At the weekend I headed to France for the International Bluegrass Enduro race in Mollau, Alsace. The event run by top Enduro rider Jerome Clemenz, entirely took over the tiny little village with the locals doing everything from building trails to cheering with cowbells and roasting pigs on spits for dinner. The race itself was a two day event with 7 timed stages all ridden blind (ie. no pre-preride) and plenty of climbing in between.
Saturday – 4 timed stages, max ride time 4 hours. Hot sun & dust.
After a long steady climb through pine forest there was a quick stop to put on the invincibility armour, flick switches and press buttons to morph the bikes into freeride machienes. Stage 1 was 7-9 minutes of dry rooty woodland singletrack and one short pedally section. Longish off camber sections with steep switchbacks and perfectly bermed dirt to catch you as you slid around. The trails were so much fun – like supersized version of Castlewellen in Ireland and even better no climbs! I didn’t have my racehead fully in gear and was far too polite when I caught the two girls that set off in front of me so lost a load of time but otherwise good.
After more slow climbing with plenty of chat and banter (although mostly in French, I had to seek out ther Germans so I could talk to people!), stage two was slightly longer with lots more off camber trails covered in roots and rocks, which was fine to ride but if you made a mistake you could have easily ended up halfway down the hill as it dropped of steeply below! After a few short lung bursting pedally sections, we dropped into freshly cut dusty singletrack, getting steeper with a few jumps (dodgy when you dont know whats coming over the other side!) and more amazing berms to sling the bike around towards the end.

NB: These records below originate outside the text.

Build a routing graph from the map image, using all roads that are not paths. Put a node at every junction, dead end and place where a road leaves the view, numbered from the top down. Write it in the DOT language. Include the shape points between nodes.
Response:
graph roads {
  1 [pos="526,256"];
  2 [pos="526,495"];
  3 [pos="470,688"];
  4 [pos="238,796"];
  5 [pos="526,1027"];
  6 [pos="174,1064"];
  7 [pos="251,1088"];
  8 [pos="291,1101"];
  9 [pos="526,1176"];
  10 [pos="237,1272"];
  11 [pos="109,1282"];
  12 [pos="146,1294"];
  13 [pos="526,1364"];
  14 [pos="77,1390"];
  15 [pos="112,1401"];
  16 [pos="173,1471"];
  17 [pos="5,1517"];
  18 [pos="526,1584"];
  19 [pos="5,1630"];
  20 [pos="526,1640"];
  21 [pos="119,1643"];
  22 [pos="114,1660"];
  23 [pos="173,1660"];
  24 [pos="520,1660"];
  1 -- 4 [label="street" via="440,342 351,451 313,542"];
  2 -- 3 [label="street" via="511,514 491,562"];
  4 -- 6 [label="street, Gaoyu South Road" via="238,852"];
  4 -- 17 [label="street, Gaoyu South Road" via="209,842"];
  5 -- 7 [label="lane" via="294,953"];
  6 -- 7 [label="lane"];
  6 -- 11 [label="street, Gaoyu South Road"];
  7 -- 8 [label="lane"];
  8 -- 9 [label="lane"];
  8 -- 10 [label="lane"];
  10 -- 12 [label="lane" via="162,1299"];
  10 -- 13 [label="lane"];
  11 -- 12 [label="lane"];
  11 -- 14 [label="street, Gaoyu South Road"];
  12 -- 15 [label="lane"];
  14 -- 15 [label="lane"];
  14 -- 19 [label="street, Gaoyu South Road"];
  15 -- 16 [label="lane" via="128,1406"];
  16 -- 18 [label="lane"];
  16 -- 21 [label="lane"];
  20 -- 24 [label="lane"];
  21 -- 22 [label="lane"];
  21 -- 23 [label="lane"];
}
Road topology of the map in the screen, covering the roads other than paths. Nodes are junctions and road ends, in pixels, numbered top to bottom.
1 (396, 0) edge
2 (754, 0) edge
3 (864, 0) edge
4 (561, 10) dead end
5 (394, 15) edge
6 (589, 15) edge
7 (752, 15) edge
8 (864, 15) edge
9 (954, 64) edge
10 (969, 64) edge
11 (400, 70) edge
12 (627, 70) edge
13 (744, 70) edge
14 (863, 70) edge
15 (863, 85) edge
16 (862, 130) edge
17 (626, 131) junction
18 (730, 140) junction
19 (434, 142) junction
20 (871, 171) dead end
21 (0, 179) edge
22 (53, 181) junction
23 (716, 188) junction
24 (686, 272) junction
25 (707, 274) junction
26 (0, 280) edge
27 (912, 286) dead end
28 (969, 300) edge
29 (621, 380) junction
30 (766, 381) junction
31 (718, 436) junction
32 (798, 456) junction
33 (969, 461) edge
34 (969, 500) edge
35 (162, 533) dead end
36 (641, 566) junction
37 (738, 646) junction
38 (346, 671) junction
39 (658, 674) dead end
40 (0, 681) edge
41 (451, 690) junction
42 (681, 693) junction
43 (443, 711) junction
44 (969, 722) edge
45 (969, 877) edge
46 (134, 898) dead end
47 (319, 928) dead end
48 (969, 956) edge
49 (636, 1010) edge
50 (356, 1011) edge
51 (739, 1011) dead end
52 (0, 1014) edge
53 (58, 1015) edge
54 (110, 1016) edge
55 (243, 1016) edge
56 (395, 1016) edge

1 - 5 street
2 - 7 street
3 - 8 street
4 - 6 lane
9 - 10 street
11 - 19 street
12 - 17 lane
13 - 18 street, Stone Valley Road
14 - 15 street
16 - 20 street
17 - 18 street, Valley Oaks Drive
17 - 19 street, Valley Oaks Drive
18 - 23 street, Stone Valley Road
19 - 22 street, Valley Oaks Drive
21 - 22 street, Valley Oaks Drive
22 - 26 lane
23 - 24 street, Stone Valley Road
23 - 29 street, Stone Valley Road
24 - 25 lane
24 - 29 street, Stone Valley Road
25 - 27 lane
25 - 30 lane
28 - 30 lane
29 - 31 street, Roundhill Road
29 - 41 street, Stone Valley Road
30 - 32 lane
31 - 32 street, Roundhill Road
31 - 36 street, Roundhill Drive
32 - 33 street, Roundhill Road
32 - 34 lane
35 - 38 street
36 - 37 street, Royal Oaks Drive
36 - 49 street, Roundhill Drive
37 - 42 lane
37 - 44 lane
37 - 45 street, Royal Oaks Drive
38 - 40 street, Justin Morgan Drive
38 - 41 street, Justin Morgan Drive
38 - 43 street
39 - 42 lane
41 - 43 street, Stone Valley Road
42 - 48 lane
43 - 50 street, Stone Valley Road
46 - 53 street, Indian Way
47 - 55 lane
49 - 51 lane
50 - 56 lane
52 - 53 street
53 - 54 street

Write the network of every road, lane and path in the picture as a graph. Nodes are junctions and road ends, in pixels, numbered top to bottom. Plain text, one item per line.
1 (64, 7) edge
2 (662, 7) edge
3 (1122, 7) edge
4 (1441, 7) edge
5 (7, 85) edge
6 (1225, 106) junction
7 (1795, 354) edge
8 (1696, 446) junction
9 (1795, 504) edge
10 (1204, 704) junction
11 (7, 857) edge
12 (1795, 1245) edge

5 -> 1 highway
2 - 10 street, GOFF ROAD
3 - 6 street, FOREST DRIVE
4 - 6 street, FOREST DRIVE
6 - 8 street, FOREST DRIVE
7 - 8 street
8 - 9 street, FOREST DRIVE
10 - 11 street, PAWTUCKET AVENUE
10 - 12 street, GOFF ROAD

Stage three was a bit more pedally with some short fireroad sections, flattish singletrack and of course plenty of switchbacks. Just before the end one of the singletracks turned sharply into a really nasty steep climb that required full concentration and max heartrate just to get up, before dropping straight into a technical section with a steep drop that required the ‘brain off’ switch. Lactic overload – not easy to stay composed!
Stage four was shorter through off-camber grassy meadows, a short rocky forest section with a token gesture of mud and finishing by flying through the local vegetable gardens amid lots of shouting and cowbells to finish in the village centre where beer, roast pig and a live band awaited. I finished fourth on the day but with only 8 seconds off 3rd so the race was on!
Sunday – 3 timed stages, max time 3.5 hours. Storms overnight, still warm.
Today began with two shorter 4-8 minute stages, one fast through the meadows (need to stop braking, lost far too much time on the easy parts!) and the other through the woods with some slightly greasy rocky parts after dramatic thunderstorms overnight (scary listening to the sky explode as I lay in my tent, not much sleep either!). I messed up on one of the rocky drops trying to get around someone who had stopped at the top and ending up running down, I probably lost a minute so bang went my chances of the podium – a small mistake can cost you so much in these things! The last stage was longer with more fun forest trails and a couple of pretty long uphills that left you full of lactic and gasping for breath, before again finishing in the village for more traditional French food and beer. Enduro racing might be worth all the hype!
I finished 4th in the end, a good bit behind the winners so lots to improve on although the top three were all locals and I think the blind racing just means local win! The whole event was really well organised with a great relaxed atmosphere and of course great trails. Highly recommended.